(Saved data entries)
+-------+

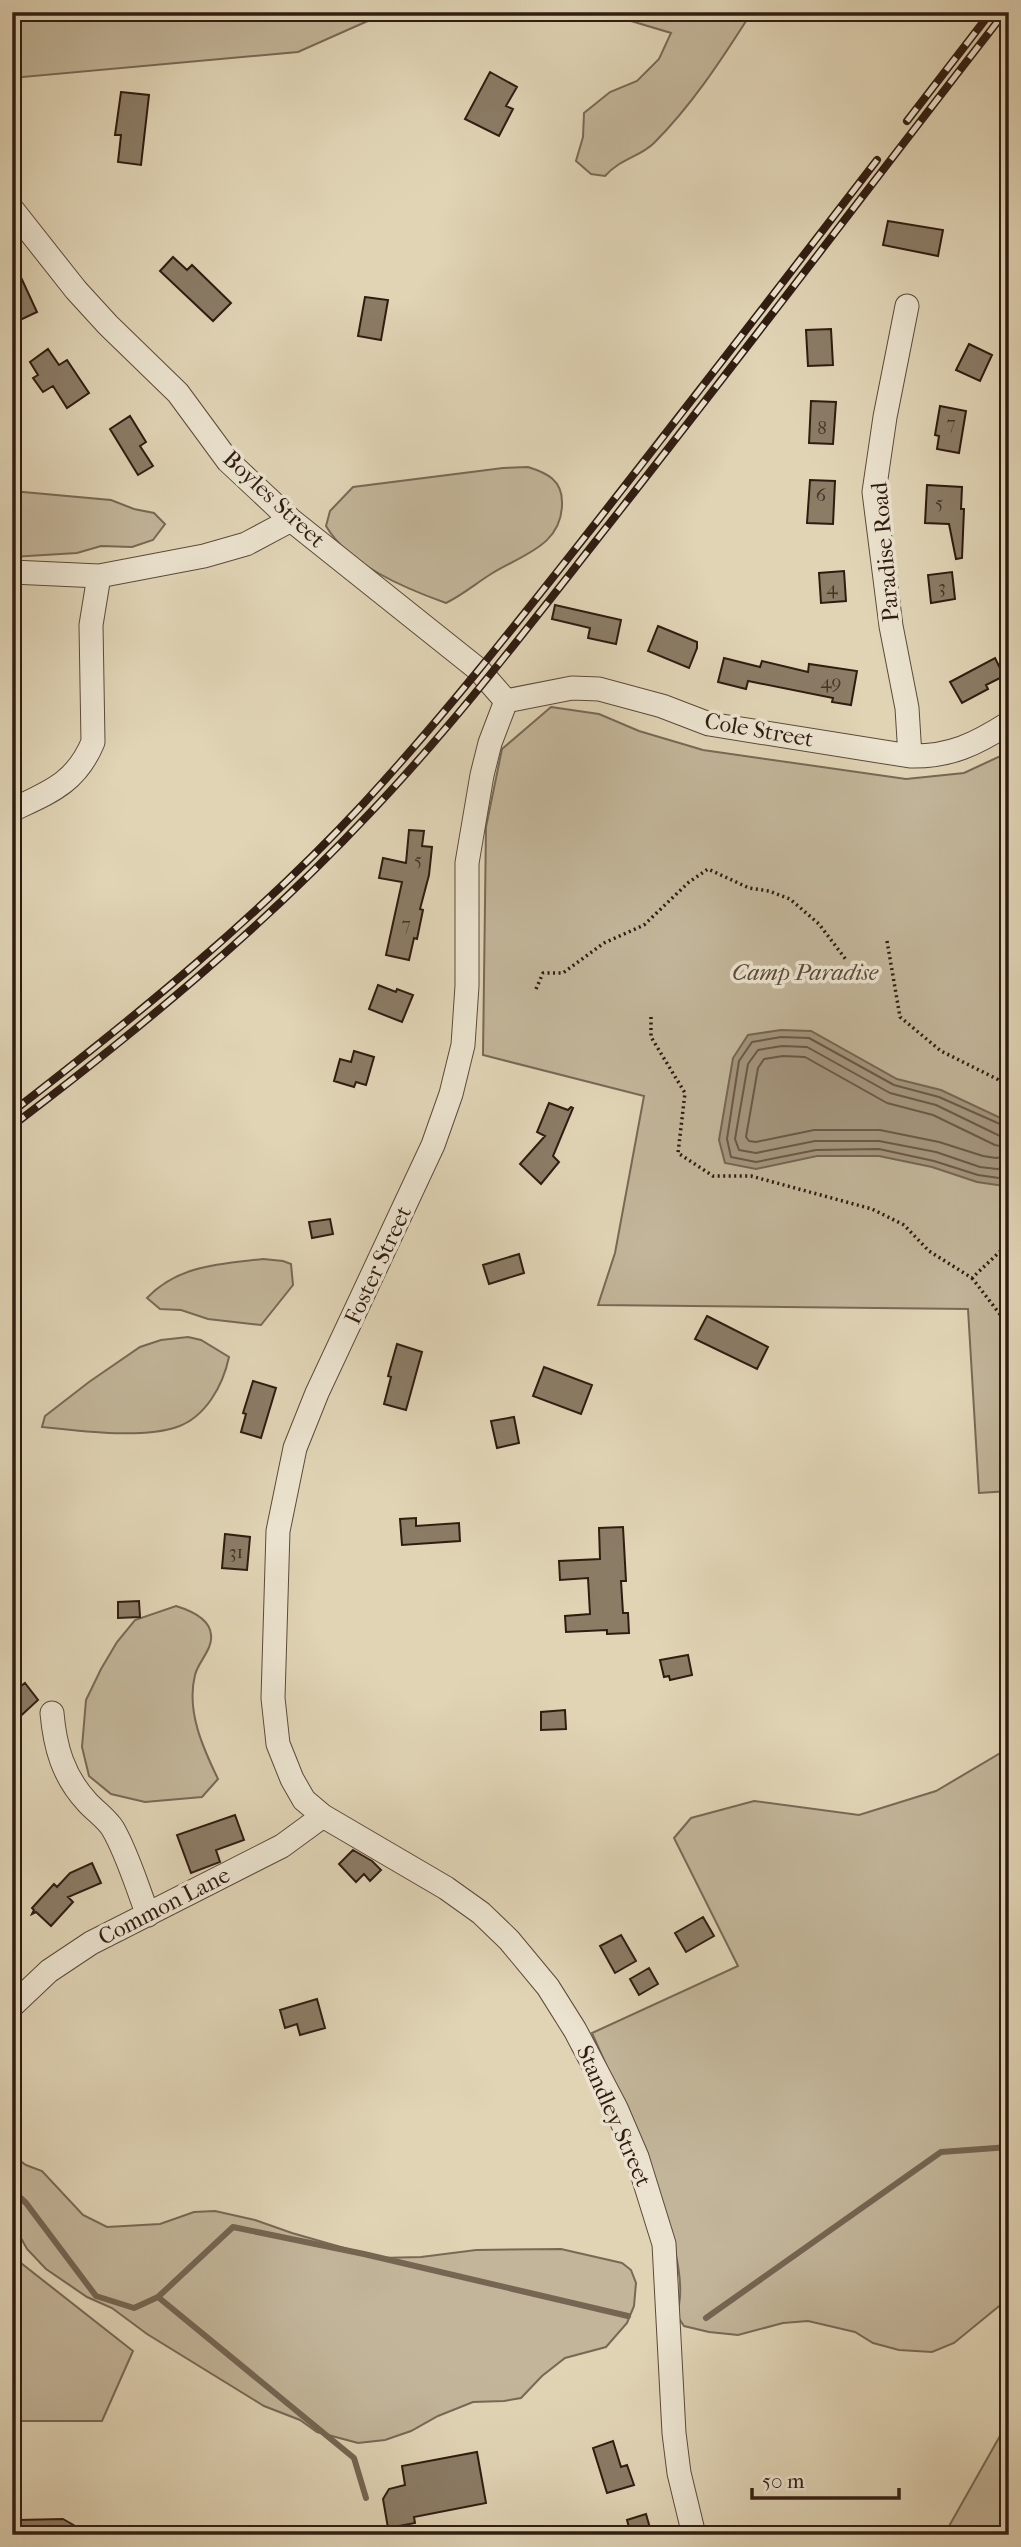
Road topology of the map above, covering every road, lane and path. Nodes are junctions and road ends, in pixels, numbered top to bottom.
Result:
1 (12, 209) edge
2 (907, 306) dead end
3 (291, 520) junction
4 (12, 572) edge
5 (99, 576) junction
6 (506, 701) junction
7 (1009, 723) edge
8 (910, 756) junction
9 (12, 810) edge
10 (887, 941) dead end
11 (847, 961) dead end
12 (536, 989) dead end
13 (651, 1017) dead end
14 (1009, 1089) edge
15 (1009, 1243) edge
16 (972, 1278) junction
17 (1009, 1326) edge
18 (52, 1713) dead end
19 (323, 1816) junction
20 (148, 1914) junction
21 (12, 2006) edge
22 (543, 2526) dead end
23 (500, 2532) dead end
24 (483, 2535) edge
25 (544, 2535) edge
26 (694, 2535) edge

1 - 3 street, Boyles Street
2 - 8 street, Paradise Road
3 - 5 street
3 - 6 street, Boyles Street
4 - 5 street
5 - 9 street
6 - 8 street, Cole Street
6 - 19 street, Foster Street
7 - 8 street, Cole Street
10 - 14 path
11 - 12 path
13 - 16 path
15 - 16 path
16 - 17 path
18 - 20 street
19 - 20 street, Common Lane
19 - 26 street, Standley Street
20 - 21 street, Common Lane
22 - 25 path
23 - 24 path

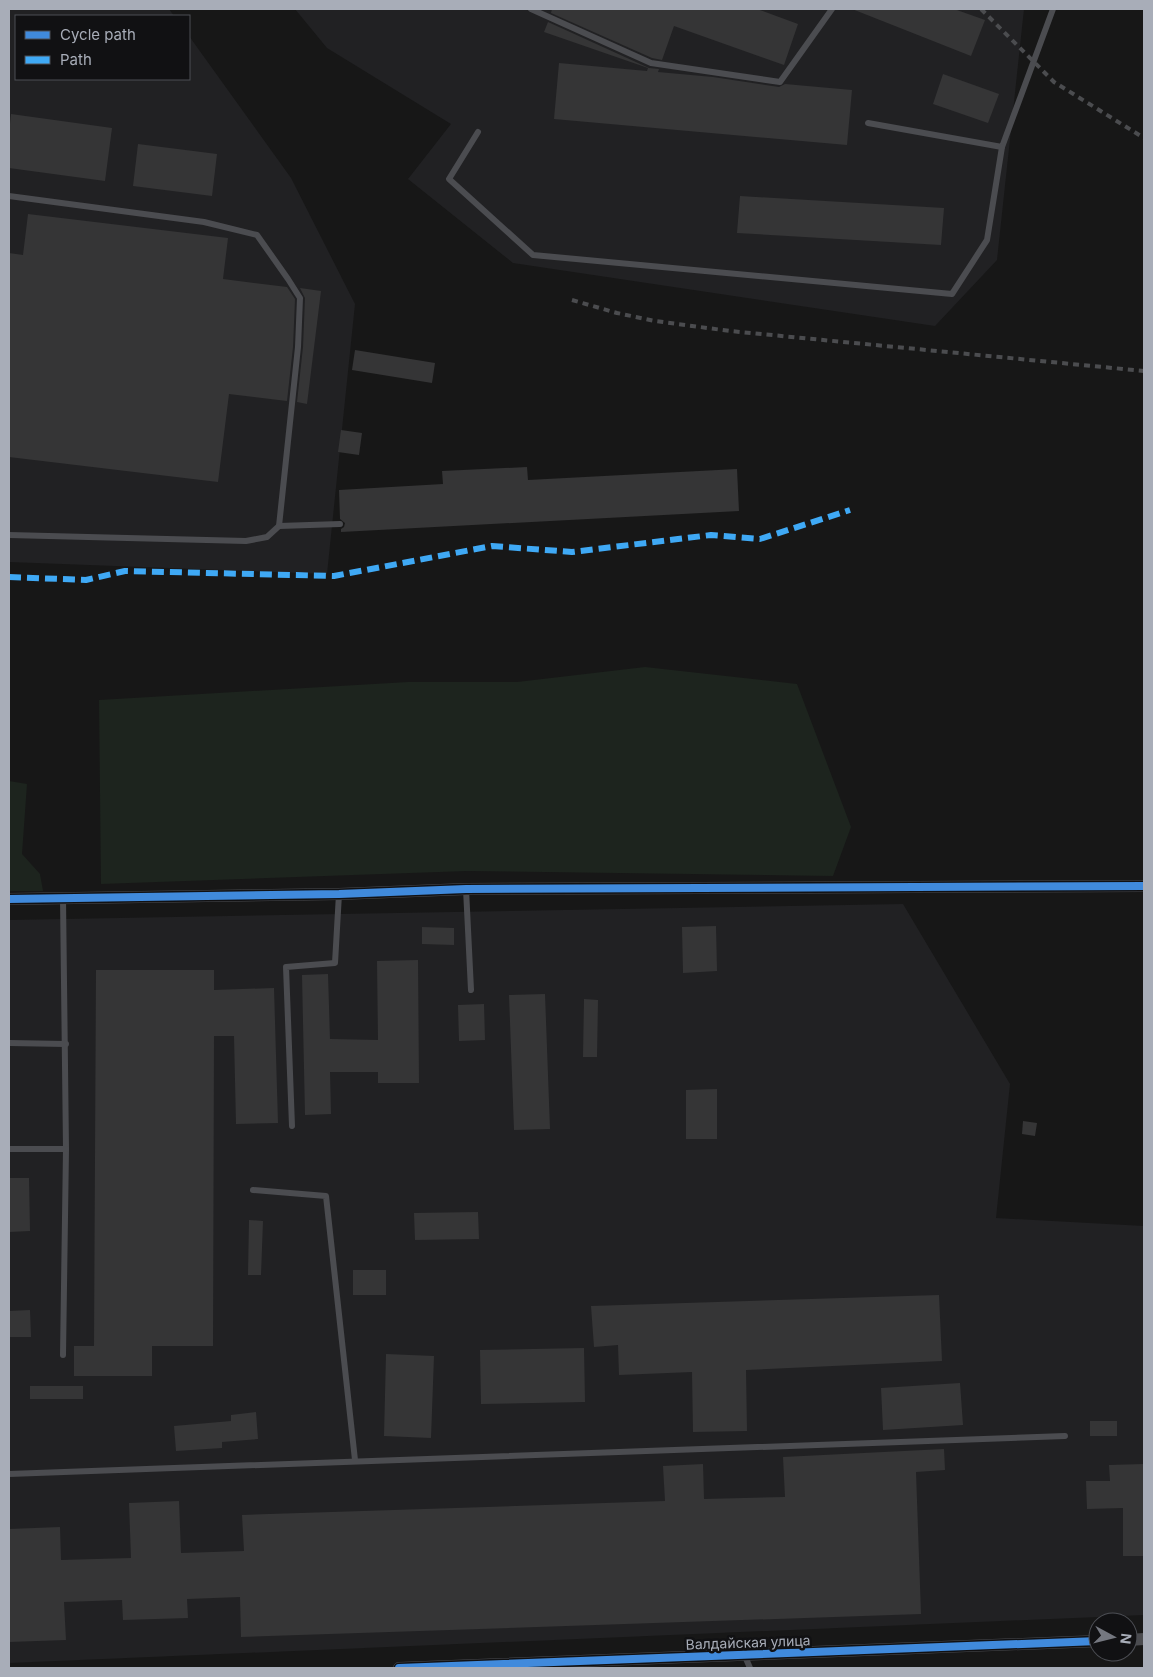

+-------+

## YOUR ASSIGNMENT
No pictures should appear in the copy, and each record above is to be returned exactly.

## SOLUTION
Road topology of the map above, covering every road, lane and path. Nodes are junctions and road ends, in pixels, numbered top to bottom.
Result:
1 (12, 209) edge
2 (907, 306) dead end
3 (291, 520) junction
4 (12, 572) edge
5 (99, 576) junction
6 (506, 701) junction
7 (1009, 723) edge
8 (910, 756) junction
9 (12, 810) edge
10 (887, 941) dead end
11 (847, 961) dead end
12 (536, 989) dead end
13 (651, 1017) dead end
14 (1009, 1089) edge
15 (1009, 1243) edge
16 (972, 1278) junction
17 (1009, 1326) edge
18 (52, 1713) dead end
19 (323, 1816) junction
20 (148, 1914) junction
21 (12, 2006) edge
22 (543, 2526) dead end
23 (500, 2532) dead end
24 (483, 2535) edge
25 (544, 2535) edge
26 (694, 2535) edge

1 - 3 street, Boyles Street
2 - 8 street, Paradise Road
3 - 5 street
3 - 6 street, Boyles Street
4 - 5 street
5 - 9 street
6 - 8 street, Cole Street
6 - 19 street, Foster Street
7 - 8 street, Cole Street
10 - 14 path
11 - 12 path
13 - 16 path
15 - 16 path
16 - 17 path
18 - 20 street
19 - 20 street, Common Lane
19 - 26 street, Standley Street
20 - 21 street, Common Lane
22 - 25 path
23 - 24 path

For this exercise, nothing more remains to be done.